At its plenary session on Wednesday, MEPs adopted without a vote the Water Reuse Regulation as to prevent water shortages that is increasingly big problem for many EU states and regions. 

It defines minimum requirements at European level for the first time for urban wastewater that has been treated in a reclamation plant to be used to irrigate food crops, processed food crops and non-food crops in a safe way, protecting people and the environment.

The regulation aims to ensure that treated wastewater is more broadly reused in order to limit use from water bodies and groundwater. The fall in groundwater levels, due in particular to agricultural irrigation, but also industrial use and urban development, is one of the main threats to the EU water environment. More water reuse is expected to alleviate the stress on freshwater supply.

At least 11% of the European population and 17% of its territory have been affected by water scarcity, according to the Commission. During summer, over half of the population in the Mediterranean region is affected by water stress.

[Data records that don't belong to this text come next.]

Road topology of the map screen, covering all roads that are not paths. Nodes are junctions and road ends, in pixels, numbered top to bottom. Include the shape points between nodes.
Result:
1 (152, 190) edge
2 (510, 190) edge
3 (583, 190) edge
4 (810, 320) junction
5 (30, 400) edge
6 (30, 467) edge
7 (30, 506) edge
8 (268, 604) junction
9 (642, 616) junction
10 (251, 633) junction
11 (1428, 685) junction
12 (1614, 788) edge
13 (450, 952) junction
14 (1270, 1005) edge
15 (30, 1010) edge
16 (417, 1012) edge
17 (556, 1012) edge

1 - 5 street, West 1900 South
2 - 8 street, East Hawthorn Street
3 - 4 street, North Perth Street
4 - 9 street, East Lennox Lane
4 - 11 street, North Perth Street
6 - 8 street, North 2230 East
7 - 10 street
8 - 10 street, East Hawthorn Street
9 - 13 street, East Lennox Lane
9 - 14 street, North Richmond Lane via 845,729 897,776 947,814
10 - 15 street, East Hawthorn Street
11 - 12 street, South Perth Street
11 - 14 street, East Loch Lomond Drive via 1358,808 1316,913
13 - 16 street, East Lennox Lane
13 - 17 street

Today marks another important milestone towards the transition to a circular economy for water resources, said lead MEP Simona Bonafè (S&D, IT) adding that potentially can be reused 6.6 billion cubic metres of water by 2025, compared to the current 1.1 billion cubic metres per year. That would require an investment of less than €700m and would enable us to reuse more than half of the current volume of water coming from EU wastewater treatment plants theoretically available for irrigation, avoiding more than 5 % of direct extraction from water bodies and groundwater, she pointed out.

The regulation will enter into force on the twentieth day following its publication in the Official Journal of the EU and shall apply three years after entry into force.